I cried at this news. News of any accidental death as a result of a car crash is tragic - but this was happening only two doors away from us. To a group of kids who planned to do nothing more than spend an evening together at the movies. On the same foggy night my oldest son left the house to pick up his girlfriend and go out to dinner. The difference is that they both arrived home safely at the end of the evening - courtesy of providence and nothing more.

I've tried very hard over the years to remind myself that all of today's hassles and annoyances that come with raising children will not last. The missing term paper, the practice that isn't happening for the weekly voice lessons, the scraps of information you have to beg for in order to know what's going on anywhere with anyone - as aggravating as all of it is, it doesn't last. What will last is the relationship - good or bad - that we build with our children.

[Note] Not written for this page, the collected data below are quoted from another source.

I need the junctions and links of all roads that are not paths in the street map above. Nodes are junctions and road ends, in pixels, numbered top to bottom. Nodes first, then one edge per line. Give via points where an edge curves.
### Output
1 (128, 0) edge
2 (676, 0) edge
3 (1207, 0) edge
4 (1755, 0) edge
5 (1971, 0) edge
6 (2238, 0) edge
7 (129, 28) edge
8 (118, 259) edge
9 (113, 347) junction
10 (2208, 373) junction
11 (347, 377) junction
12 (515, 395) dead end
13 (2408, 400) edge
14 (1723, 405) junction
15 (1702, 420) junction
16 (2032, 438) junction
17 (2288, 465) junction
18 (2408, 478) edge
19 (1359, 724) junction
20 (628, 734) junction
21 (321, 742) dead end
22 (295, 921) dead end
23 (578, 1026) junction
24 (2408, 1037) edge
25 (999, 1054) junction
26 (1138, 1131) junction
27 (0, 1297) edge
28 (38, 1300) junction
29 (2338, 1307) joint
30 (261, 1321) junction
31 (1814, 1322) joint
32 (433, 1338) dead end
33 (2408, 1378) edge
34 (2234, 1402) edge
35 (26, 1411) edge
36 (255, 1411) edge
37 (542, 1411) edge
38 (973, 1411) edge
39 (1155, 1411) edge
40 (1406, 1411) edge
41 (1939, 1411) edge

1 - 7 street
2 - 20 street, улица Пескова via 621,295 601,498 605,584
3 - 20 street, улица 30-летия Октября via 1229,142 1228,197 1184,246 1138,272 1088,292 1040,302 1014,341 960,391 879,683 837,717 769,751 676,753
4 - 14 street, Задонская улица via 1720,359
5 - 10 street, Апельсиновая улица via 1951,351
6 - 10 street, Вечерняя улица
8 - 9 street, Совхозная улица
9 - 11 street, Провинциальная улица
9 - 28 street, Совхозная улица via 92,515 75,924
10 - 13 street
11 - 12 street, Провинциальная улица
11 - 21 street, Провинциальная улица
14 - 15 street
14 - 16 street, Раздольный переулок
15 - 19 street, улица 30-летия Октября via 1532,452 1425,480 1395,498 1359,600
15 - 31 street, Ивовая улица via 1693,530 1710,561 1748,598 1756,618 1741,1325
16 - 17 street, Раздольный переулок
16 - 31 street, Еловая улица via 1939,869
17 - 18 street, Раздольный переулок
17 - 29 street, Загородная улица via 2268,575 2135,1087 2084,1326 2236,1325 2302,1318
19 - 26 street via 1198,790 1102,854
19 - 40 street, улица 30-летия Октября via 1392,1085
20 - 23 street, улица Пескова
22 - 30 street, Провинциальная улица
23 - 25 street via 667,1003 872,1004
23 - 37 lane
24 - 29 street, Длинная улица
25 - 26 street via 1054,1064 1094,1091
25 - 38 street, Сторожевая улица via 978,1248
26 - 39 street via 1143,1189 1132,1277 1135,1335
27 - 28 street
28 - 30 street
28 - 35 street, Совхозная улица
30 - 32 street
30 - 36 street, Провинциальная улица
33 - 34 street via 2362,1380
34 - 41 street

I hope they know that even when I'm angry, I love them. I hope they know that loving people sometimes anger each other. That I'm far from perfect and I don't expect perfection from them. And that when I insist on a hug goodbye as they leave, and I murmur yet another in my series of "be carefuls" in their ears, or when I ask for a phone call if they're going to be late, it isn't just to be annoying, or because I think they're babies or because I don't trust them. I'm thinking positive but also listening to the tiny little scary voice that whispers about "what might be" should the universe turn against us one night.

You can't control the world. You can't really control the actions of your children when they reach a certain age. You can't even control the scary voice in your head. You can only hold it at bay, one night at a time. And when the scary voice turns out to be telling the horrible, unspeakable truth one night - like it did for some parents on Sunday, December 28 - you can only cry.